▶ WORK TASK:
An exact copy of the entries is required, excluding any pictures.

##### AVAILABLE DATA #####

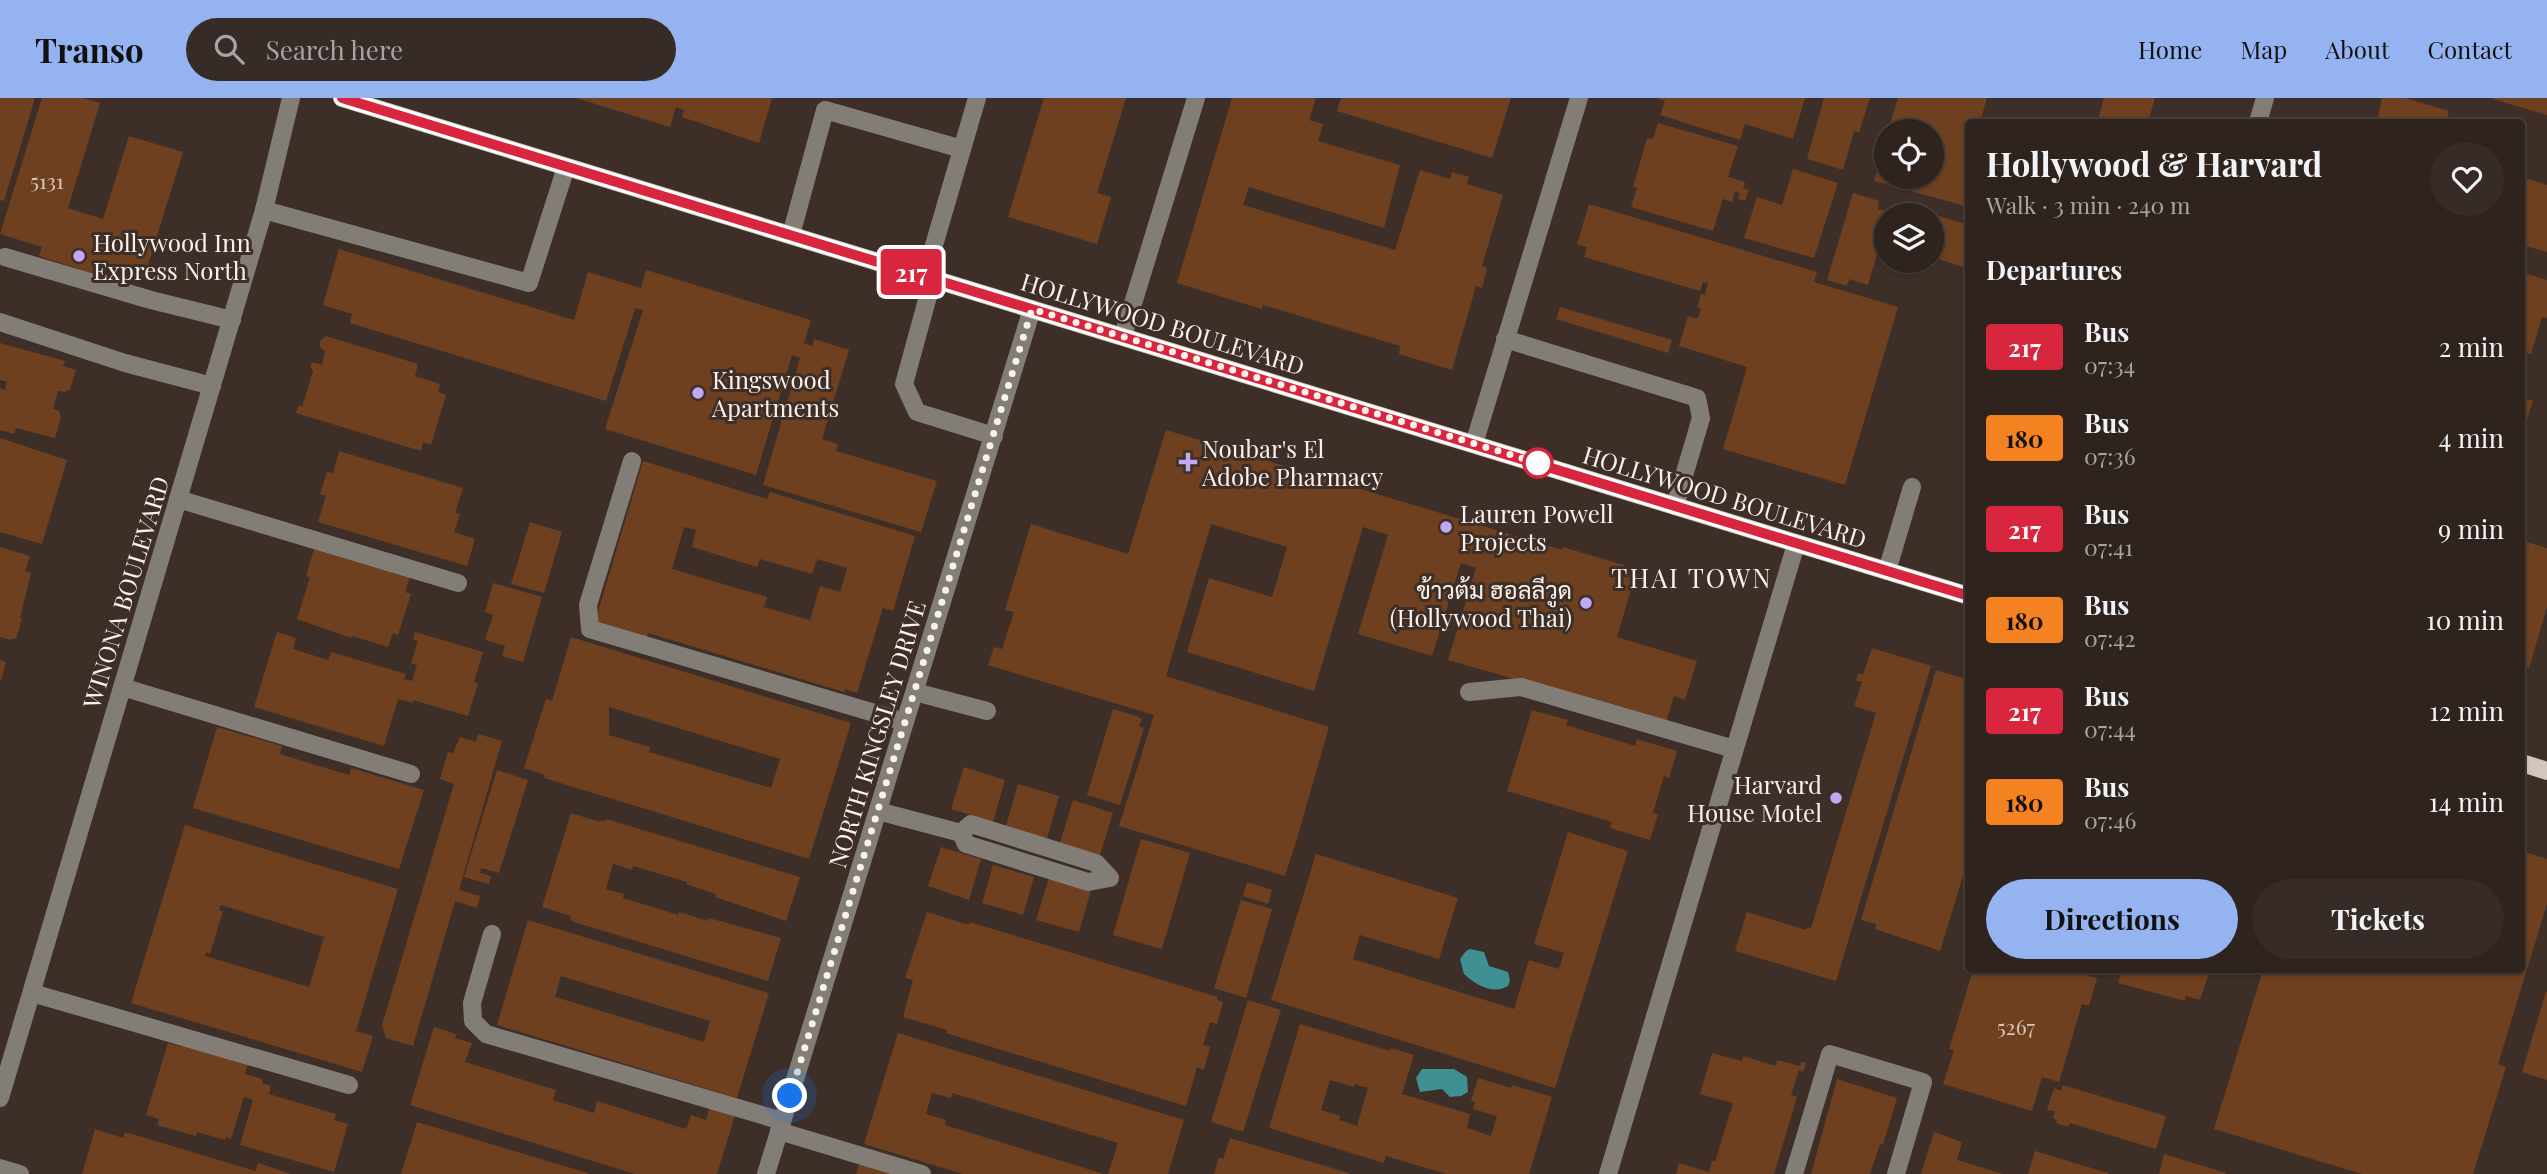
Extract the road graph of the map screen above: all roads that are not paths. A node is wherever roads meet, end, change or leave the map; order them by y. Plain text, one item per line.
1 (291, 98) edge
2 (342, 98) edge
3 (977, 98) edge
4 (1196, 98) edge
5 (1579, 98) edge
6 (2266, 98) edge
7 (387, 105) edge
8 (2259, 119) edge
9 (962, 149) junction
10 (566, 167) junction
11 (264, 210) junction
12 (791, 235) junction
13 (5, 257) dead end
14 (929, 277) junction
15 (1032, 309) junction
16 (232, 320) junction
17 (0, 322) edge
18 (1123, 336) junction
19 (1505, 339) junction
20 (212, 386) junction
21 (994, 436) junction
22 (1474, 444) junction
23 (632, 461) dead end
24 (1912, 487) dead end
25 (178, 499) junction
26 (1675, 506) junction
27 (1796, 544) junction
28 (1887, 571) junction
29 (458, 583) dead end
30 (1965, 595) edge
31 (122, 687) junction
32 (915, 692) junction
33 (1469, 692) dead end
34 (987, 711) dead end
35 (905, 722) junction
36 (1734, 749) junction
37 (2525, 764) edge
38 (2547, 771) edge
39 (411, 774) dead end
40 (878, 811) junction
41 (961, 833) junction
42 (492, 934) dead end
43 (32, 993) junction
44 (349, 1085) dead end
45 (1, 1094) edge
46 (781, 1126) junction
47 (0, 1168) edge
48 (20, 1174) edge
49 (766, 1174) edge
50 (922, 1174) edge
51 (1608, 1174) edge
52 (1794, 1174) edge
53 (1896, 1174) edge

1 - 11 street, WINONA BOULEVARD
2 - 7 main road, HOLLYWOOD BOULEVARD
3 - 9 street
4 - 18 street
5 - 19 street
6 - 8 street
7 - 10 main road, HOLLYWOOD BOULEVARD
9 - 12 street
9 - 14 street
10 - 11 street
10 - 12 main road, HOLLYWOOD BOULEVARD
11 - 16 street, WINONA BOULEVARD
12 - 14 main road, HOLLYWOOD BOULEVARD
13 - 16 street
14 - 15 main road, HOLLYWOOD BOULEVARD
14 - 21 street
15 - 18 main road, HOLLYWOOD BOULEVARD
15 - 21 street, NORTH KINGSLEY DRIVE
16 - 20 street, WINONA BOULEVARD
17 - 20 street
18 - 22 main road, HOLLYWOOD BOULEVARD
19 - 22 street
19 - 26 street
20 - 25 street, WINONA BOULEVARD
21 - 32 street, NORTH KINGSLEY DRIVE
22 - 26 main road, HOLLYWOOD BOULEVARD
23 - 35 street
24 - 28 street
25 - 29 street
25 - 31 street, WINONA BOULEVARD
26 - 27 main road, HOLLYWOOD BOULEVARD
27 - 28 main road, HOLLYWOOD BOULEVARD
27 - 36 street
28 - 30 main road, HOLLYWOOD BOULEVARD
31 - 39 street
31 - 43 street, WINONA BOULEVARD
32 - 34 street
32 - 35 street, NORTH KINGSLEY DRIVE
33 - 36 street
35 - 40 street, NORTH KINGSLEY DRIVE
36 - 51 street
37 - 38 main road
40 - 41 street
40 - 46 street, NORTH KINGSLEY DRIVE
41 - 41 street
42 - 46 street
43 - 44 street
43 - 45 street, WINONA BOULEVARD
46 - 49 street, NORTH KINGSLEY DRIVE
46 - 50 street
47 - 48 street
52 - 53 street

#####

▶ EXPECTED ANSWER:
Extract the road graph of the map screen above: all roads that are not paths. A node is wherever roads meet, end, change or leave the map; order them by y. Plain text, one item per line.
1 (291, 98) edge
2 (342, 98) edge
3 (977, 98) edge
4 (1196, 98) edge
5 (1579, 98) edge
6 (2266, 98) edge
7 (387, 105) edge
8 (2259, 119) edge
9 (962, 149) junction
10 (566, 167) junction
11 (264, 210) junction
12 (791, 235) junction
13 (5, 257) dead end
14 (929, 277) junction
15 (1032, 309) junction
16 (232, 320) junction
17 (0, 322) edge
18 (1123, 336) junction
19 (1505, 339) junction
20 (212, 386) junction
21 (994, 436) junction
22 (1474, 444) junction
23 (632, 461) dead end
24 (1912, 487) dead end
25 (178, 499) junction
26 (1675, 506) junction
27 (1796, 544) junction
28 (1887, 571) junction
29 (458, 583) dead end
30 (1965, 595) edge
31 (122, 687) junction
32 (915, 692) junction
33 (1469, 692) dead end
34 (987, 711) dead end
35 (905, 722) junction
36 (1734, 749) junction
37 (2525, 764) edge
38 (2547, 771) edge
39 (411, 774) dead end
40 (878, 811) junction
41 (961, 833) junction
42 (492, 934) dead end
43 (32, 993) junction
44 (349, 1085) dead end
45 (1, 1094) edge
46 (781, 1126) junction
47 (0, 1168) edge
48 (20, 1174) edge
49 (766, 1174) edge
50 (922, 1174) edge
51 (1608, 1174) edge
52 (1794, 1174) edge
53 (1896, 1174) edge

1 - 11 street, WINONA BOULEVARD
2 - 7 main road, HOLLYWOOD BOULEVARD
3 - 9 street
4 - 18 street
5 - 19 street
6 - 8 street
7 - 10 main road, HOLLYWOOD BOULEVARD
9 - 12 street
9 - 14 street
10 - 11 street
10 - 12 main road, HOLLYWOOD BOULEVARD
11 - 16 street, WINONA BOULEVARD
12 - 14 main road, HOLLYWOOD BOULEVARD
13 - 16 street
14 - 15 main road, HOLLYWOOD BOULEVARD
14 - 21 street
15 - 18 main road, HOLLYWOOD BOULEVARD
15 - 21 street, NORTH KINGSLEY DRIVE
16 - 20 street, WINONA BOULEVARD
17 - 20 street
18 - 22 main road, HOLLYWOOD BOULEVARD
19 - 22 street
19 - 26 street
20 - 25 street, WINONA BOULEVARD
21 - 32 street, NORTH KINGSLEY DRIVE
22 - 26 main road, HOLLYWOOD BOULEVARD
23 - 35 street
24 - 28 street
25 - 29 street
25 - 31 street, WINONA BOULEVARD
26 - 27 main road, HOLLYWOOD BOULEVARD
27 - 28 main road, HOLLYWOOD BOULEVARD
27 - 36 street
28 - 30 main road, HOLLYWOOD BOULEVARD
31 - 39 street
31 - 43 street, WINONA BOULEVARD
32 - 34 street
32 - 35 street, NORTH KINGSLEY DRIVE
33 - 36 street
35 - 40 street, NORTH KINGSLEY DRIVE
36 - 51 street
37 - 38 main road
40 - 41 street
40 - 46 street, NORTH KINGSLEY DRIVE
41 - 41 street
42 - 46 street
43 - 44 street
43 - 45 street, WINONA BOULEVARD
46 - 49 street, NORTH KINGSLEY DRIVE
46 - 50 street
47 - 48 street
52 - 53 street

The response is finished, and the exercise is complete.